Des enfants naissent qui, après quelques années orageuses, redécouvriront probablement le confort de voyager dans les ornières parentales. Ils passeront d’un groupe d’âge à l’autre. Ils aimeront et rechercheront les honneurs qui accompagnent la maturité socio-personnelle. « Plus » signifiera pour eux « plus grand et meilleur ». 

Alors le changement désintégrera le château de sable de la vie personnelle normale. Et le cycle s’achèvera – un parmi tant de cycles humains, une des milliards de graines qui tombent de l’arbre de l’humanité et qui ne peuvent que se décomposer.
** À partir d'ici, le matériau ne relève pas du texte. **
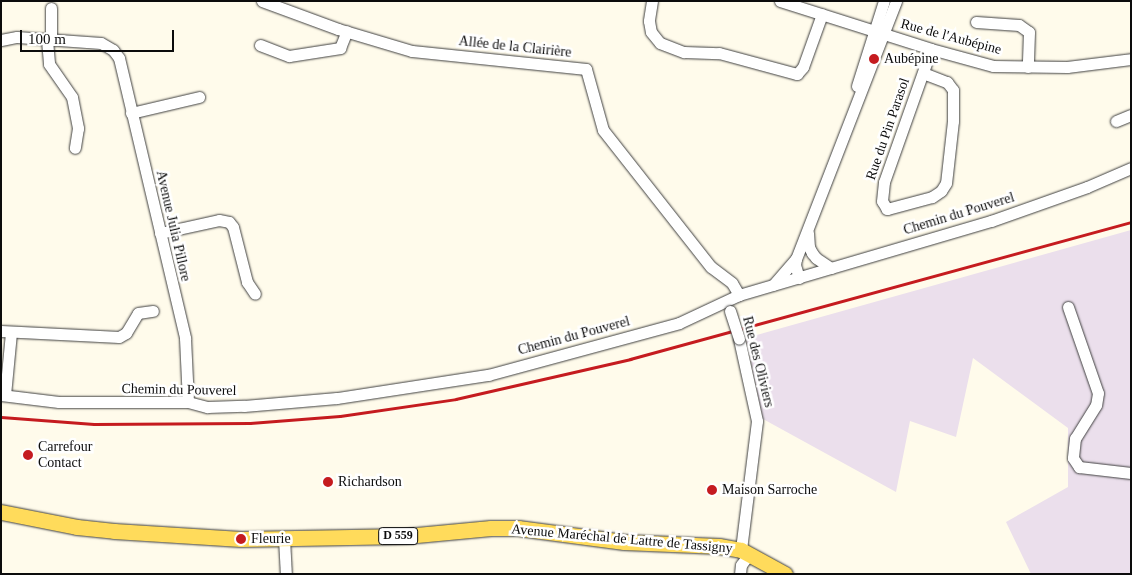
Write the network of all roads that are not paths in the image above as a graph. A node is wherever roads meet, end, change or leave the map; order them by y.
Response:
1 (262, 1) edge
2 (652, 1) edge
3 (780, 1) edge
4 (884, 1) edge
5 (896, 1) edge
6 (51, 8) dead end
7 (822, 14) junction
8 (976, 22) dead end
9 (347, 31) junction
10 (879, 32) junction
11 (1, 40) edge
12 (49, 40) junction
13 (260, 45) dead end
14 (931, 49) junction
15 (1131, 59) edge
16 (1028, 67) junction
17 (923, 73) junction
18 (200, 97) dead end
19 (131, 113) junction
20 (1131, 115) edge
21 (1116, 121) dead end
22 (75, 148) dead end
23 (1131, 168) edge
24 (809, 231) junction
25 (160, 233) junction
26 (809, 247) junction
27 (796, 259) junction
28 (831, 268) junction
29 (802, 277) junction
30 (773, 285) junction
31 (255, 294) dead end
32 (739, 295) junction
33 (729, 305) junction
34 (1068, 307) dead end
35 (153, 311) dead end
36 (6, 332) edge
37 (3, 395) edge
38 (188, 402) junction
39 (1131, 473) edge
40 (3, 512) edge
41 (284, 538) junction
42 (745, 552) junction
43 (286, 574) edge
44 (740, 574) edge
45 (785, 574) edge

1 - 9 street, Allée de la Clairière
2 - 7 street
3 - 7 street, Rue de l'Aubépine
4 - 10 street
5 - 10 street
6 - 12 street
7 - 10 street, Rue de l'Aubépine
8 - 16 street
9 - 13 street
9 - 32 street, Allée de la Clairière
10 - 14 street, Rue de l'Aubépine
10 - 24 street
11 - 12 street
12 - 19 street, Avenue Julia Pillore
12 - 22 street
14 - 16 street, Rue de l'Aubépine
14 - 17 street, Rue du Pin Parasol
15 - 16 street, Rue de l'Aubépine
17 - 17 street, Rue du Pin Parasol
18 - 19 street
19 - 25 street, Avenue Julia Pillore
20 - 21 street
23 - 28 street, Chemin du Pouverel
24 - 26 street
24 - 27 street
25 - 31 street
25 - 38 street, Avenue Julia Pillore
26 - 28 street
26 - 29 street
27 - 29 street
27 - 30 street
28 - 29 street, Chemin du Pouverel
29 - 30 street, Chemin du Pouverel
30 - 32 street, Chemin du Pouverel
32 - 33 street, Chemin du Pouverel
33 - 38 street, Chemin du Pouverel
33 - 42 street, Rue des Oliviers, bridge
34 - 39 street
35 - 36 street
36 - 37 street
37 - 38 street, Chemin du Pouverel
40 - 41 main road, Avenue Maréchal de Lattre de Tassigny / D 559
41 - 42 main road, Avenue Maréchal de Lattre de Tassigny / D 559
41 - 43 street
42 - 44 street, Rue des Oliviers
42 - 45 main road, Avenue Maréchal de Lattre de Tassigny / D 559

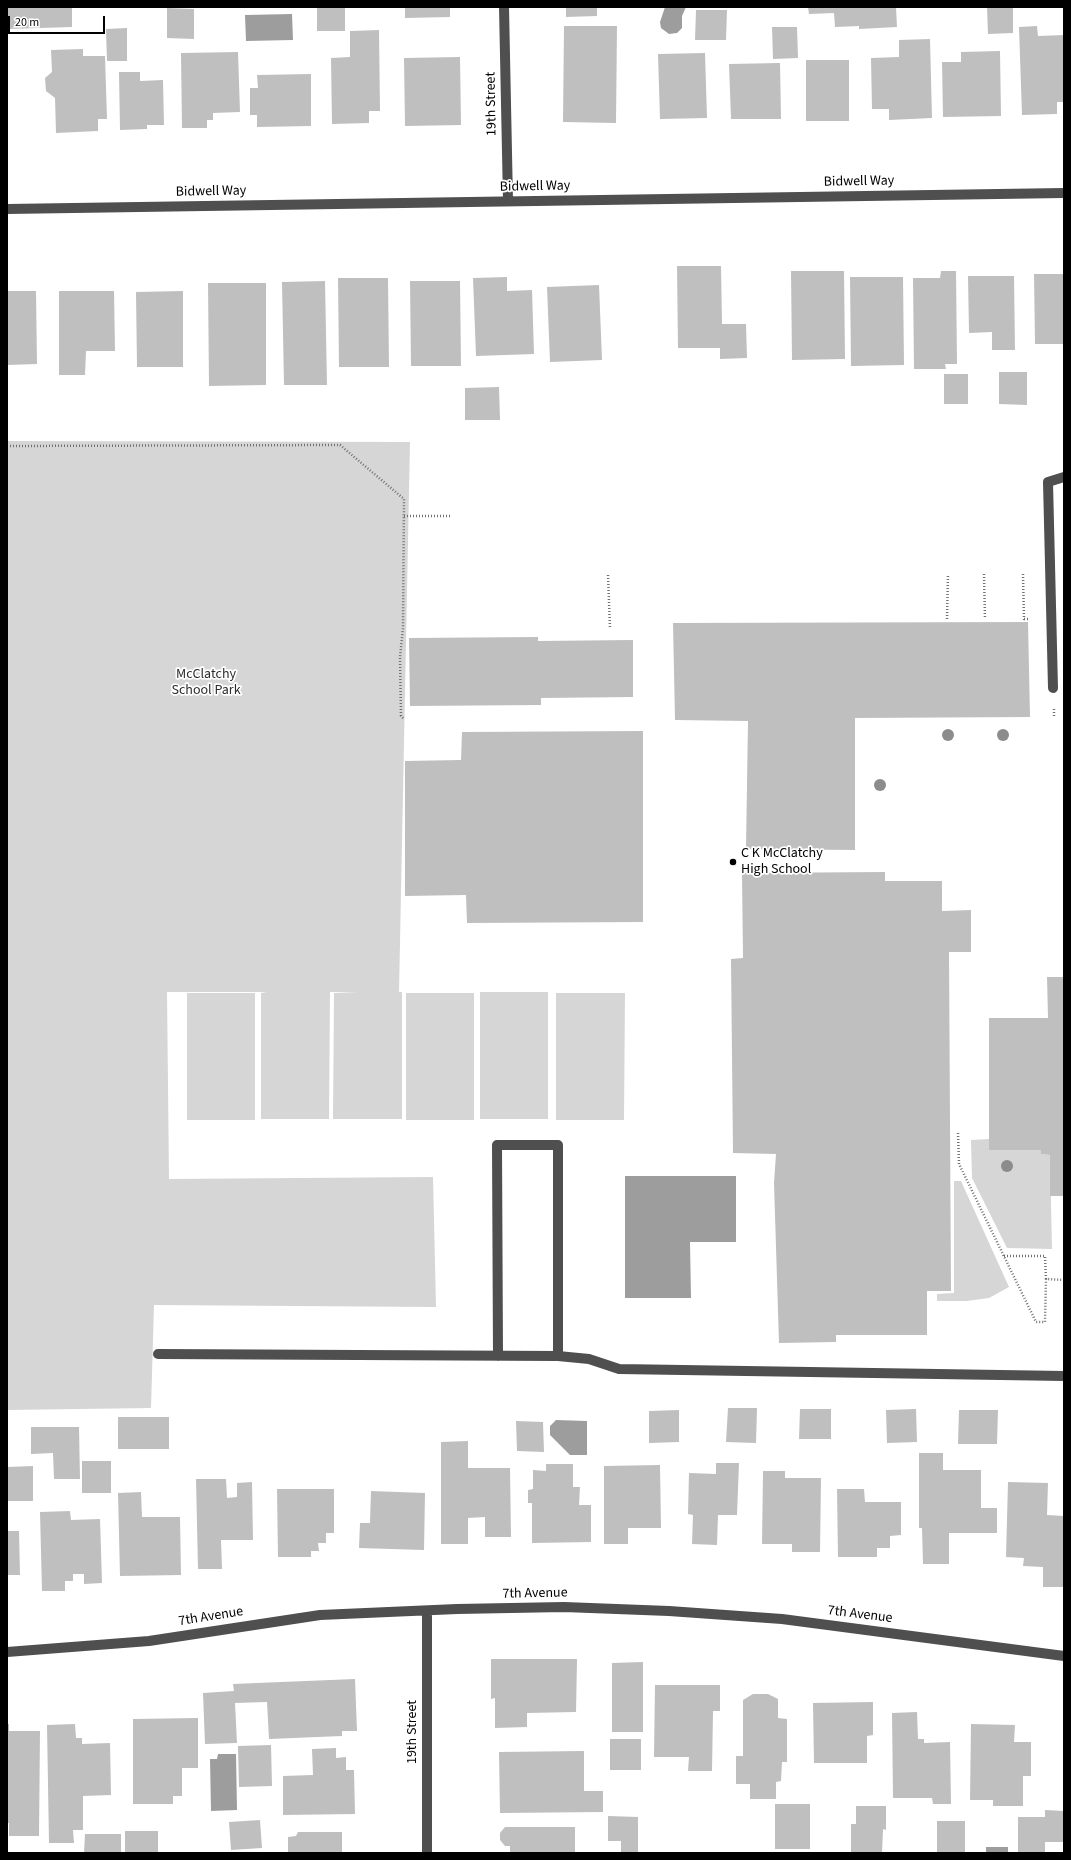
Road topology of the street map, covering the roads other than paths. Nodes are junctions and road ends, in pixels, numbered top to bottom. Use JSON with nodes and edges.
{"nodes":[{"id":1,"x":504,"y":7,"type":"edge"},
{"id":2,"x":1064,"y":193,"type":"edge"},
{"id":3,"x":508,"y":201,"type":"junction"},
{"id":4,"x":7,"y":209,"type":"edge"},
{"id":5,"x":1064,"y":477,"type":"edge"},
{"id":6,"x":1053,"y":688,"type":"dead end"},
{"id":7,"x":158,"y":1354,"type":"dead end"},
{"id":8,"x":498,"y":1356,"type":"junction"},
{"id":9,"x":558,"y":1356,"type":"junction"},
{"id":10,"x":1064,"y":1376,"type":"edge"},
{"id":11,"x":427,"y":1611,"type":"junction"},
{"id":12,"x":7,"y":1652,"type":"edge"},
{"id":13,"x":1064,"y":1656,"type":"edge"},
{"id":14,"x":427,"y":1853,"type":"edge"}],
"edges":[{"from":1,"to":3,"type":"street","name":"19th Street"},
{"from":2,"to":3,"type":"street","name":"Bidwell Way"},
{"from":3,"to":4,"type":"street","name":"Bidwell Way"},
{"from":5,"to":6,"type":"street"},
{"from":7,"to":8,"type":"street"},
{"from":8,"to":9,"type":"street"},
{"from":8,"to":9,"type":"street"},
{"from":9,"to":10,"type":"street"},
{"from":11,"to":12,"type":"street","name":"7th Avenue"},
{"from":11,"to":13,"type":"street","name":"7th Avenue"},
{"from":11,"to":14,"type":"street","name":"19th Street"}]}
Ajoutant simplement quelques produits chimiques spéciaux à l’humus de la biosphère terrestre.

La spirale de la transmutation : Neptune et Uranus

Pourtant, aucune fin de cycle ne revient exactement au niveau de son point de départ. Il existe un amour qui n’accepte pas d’être lié par les schémas de la normalité et de la maturité socioculturelle. Il est toujours prêt à accepter l’inconnu, les yeux et le cœur toujours ouverts, toujours chauds du sens de l’émerveillement et du don précieux de l’humilité et de l’adoration.
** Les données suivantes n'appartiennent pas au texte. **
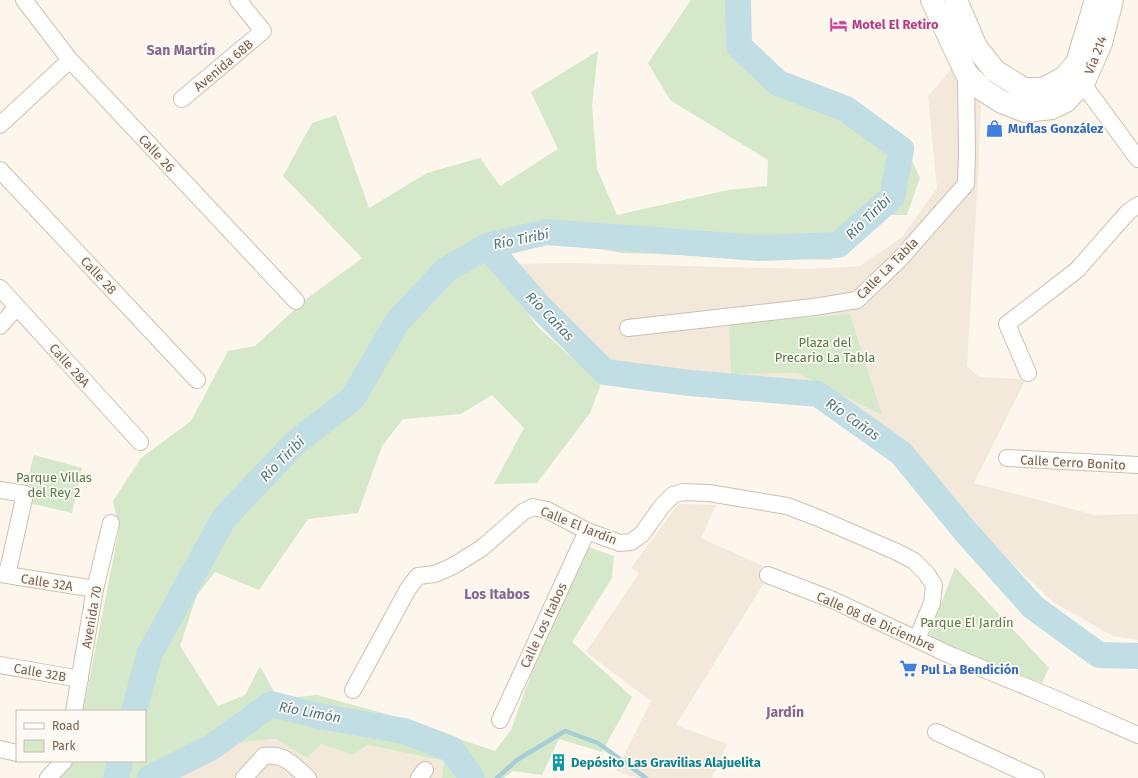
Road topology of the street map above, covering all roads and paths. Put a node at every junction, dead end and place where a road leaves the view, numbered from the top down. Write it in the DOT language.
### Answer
graph roads {
  1 [pos="24,0"];
  2 [pos="238,0"];
  3 [pos="932,0"];
  4 [pos="956,0"];
  5 [pos="1096,0"];
  6 [pos="1112,0"];
  7 [pos="70,60"];
  8 [pos="966,73"];
  9 [pos="1083,84"];
  10 [pos="182,99"];
  11 [pos="0,125"];
  12 [pos="1138,160"];
  13 [pos="0,170"];
  14 [pos="1138,205"];
  15 [pos="0,288"];
  16 [pos="296,301"];
  17 [pos="17,307"];
  18 [pos="0,326"];
  19 [pos="628,328"];
  20 [pos="1028,373"];
  21 [pos="197,380"];
  22 [pos="140,442"];
  23 [pos="1008,458"];
  24 [pos="1138,465"];
  25 [pos="0,490"];
  26 [pos="111,523"];
  27 [pos="587,531"];
  28 [pos="3,574"];
  29 [pos="768,575"];
  30 [pos="95,589"];
  31 [pos="917,639"];
  32 [pos="0,665"];
  33 [pos="80,679"];
  34 [pos="354,690"];
  35 [pos="74,710"];
  36 [pos="500,720"];
  37 [pos="936,732"];
  38 [pos="1138,735"];
  39 [pos="0,749"];
  40 [pos="16,753"];
  41 [pos="60,762"];
  42 [pos="48,778"];
  43 [pos="244,778"];
  44 [pos="308,778"];
  45 [pos="1036,778"];
  1 -- 7 [label="street, Calle 26"];
  2 -- 10 [label="street, Avenida 68B"];
  3 -- 8 [label="main road, Vía 214"];
  4 -- 5 [label="main road, Vía 214"];
  6 -- 9 [label="main road, Vía 214"];
  7 -- 11 [label="street"];
  7 -- 16 [label="street, Calle 26"];
  8 -- 9 [label="main road, Vía 214"];
  8 -- 19 [label="street, Calle La Tabla"];
  9 -- 12 [label="street"];
  13 -- 21 [label="street, Calle 28"];
  14 -- 20 [label="street"];
  15 -- 17 [label="street, Calle 28A"];
  17 -- 18 [label="street"];
  17 -- 22 [label="street, Calle 28A"];
  23 -- 24 [label="street, Calle Cerro Bonito"];
  25 -- 28 [label="street"];
  26 -- 30 [label="street, Avenida 70"];
  27 -- 31 [label="street, Calle El Jardín"];
  27 -- 34 [label="street, Calle El Jardín"];
  27 -- 36 [label="street, Calle Los Itabos"];
  28 -- 30 [label="street, Calle 32A"];
  29 -- 31 [label="street, Calle 08 de Diciembre"];
  30 -- 33 [label="street, Avenida 70"];
  31 -- 38 [label="street, Calle 08 de Diciembre"];
  32 -- 33 [label="street, Calle 32B"];
  33 -- 35 [label="street, Avenida 70"];
  37 -- 45 [label="street"];
  39 -- 40 [label="street"];
  41 -- 42 [label="street"];
  43 -- 44 [label="street"];
}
Un tel amour est au cœur même de la signification symbolique de Neptune. Neptune dissout tous les amours inférieurs. Afin que l’homme puisse commencer à ressentir dans son propre cœur et dans tout le champ de son être la pulsation du « plus grand amour », la présence du miraculeux. Cet amour ne nie rien. Il s’ouvre à tout ce qui existe. Il transfigure tout ce qui existe. 

Lorsque cet amour touche une personne qui appartient encore au domaine Vénus-Mars du conformisme social et de la soi-disant maturité personnelle, cette personne – si elle accepte le contact et écoute le chant de Neptune – se trouve dans un nouveau monde. Même si elle n’a pas changé de place.
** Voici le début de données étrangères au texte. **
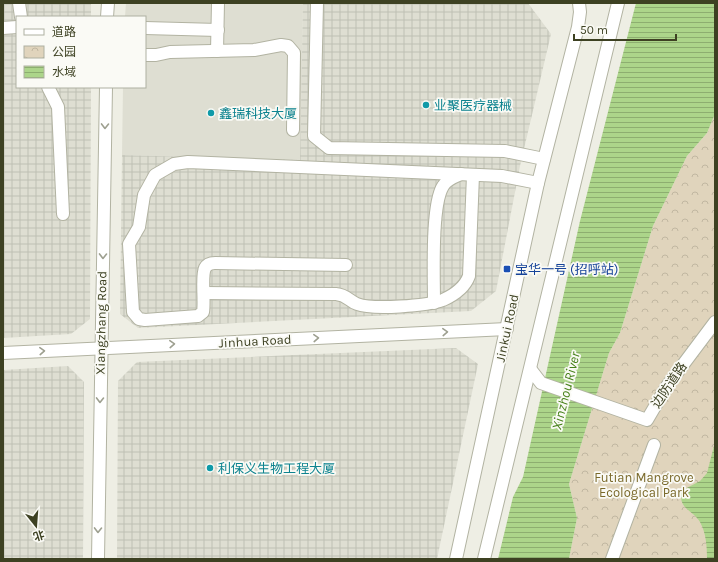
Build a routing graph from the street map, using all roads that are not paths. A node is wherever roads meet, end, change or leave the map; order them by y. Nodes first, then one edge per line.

Elle voit et ressent tout différemment. Tout est plus qu’avant, mais « plus » a maintenant un sens différent. Ce « plus » ne se réfère pas simplement à une nouvelle phase dans le modèle cyclique de la vie humaine normale et naturelle. Une phase menant à d’autres phases se terminant à la fin du cycle. C’est une phase à travers les limites du cycle. Et pourtant une phase qui ne signifie pas un changement de position.

Cela signifie une transformation de la capacité de l’homme ou de la femme à entrer en relation avec chaque chose et toute chose. Les premiers chrétiens utilisaient le mot grec agape pour décrire cette nouvelle façon de réagir à toute vie. 

Mais la traduction habituelle de ce mot, « charité », est très déroutante aujourd’hui. Car nous avons perdu le sentiment de charis, qui signifiait don divin de « grâce ». Un terme un peu meilleur est « compassion ». Mais lui aussi est généralement plus trompeur que révélateur.

Centaure, Salacie et Neptune, fresque antique à Pompéi.

Cet amour envahi par Neptune n’est pas un sentiment de compassion (comme on l’entend habituellement) pour ce qui est dans la souffrance ou le manque. Cet amour est un acte de transfiguration, un flux de lumière, un chant de tendresse. C’est un amour maternel aussi bien qu’un amour amoureux. Car il cherche à tout retenir. Et, bien sûr, plus particulièrement l’objet sur lequel l’amour est alors concentré. Dans la vaste ouverture d’une conscience pour laquelle tout contact est, ou tend à être, une dissolution des frontières et une absolution des peurs, refus ou péchés passés.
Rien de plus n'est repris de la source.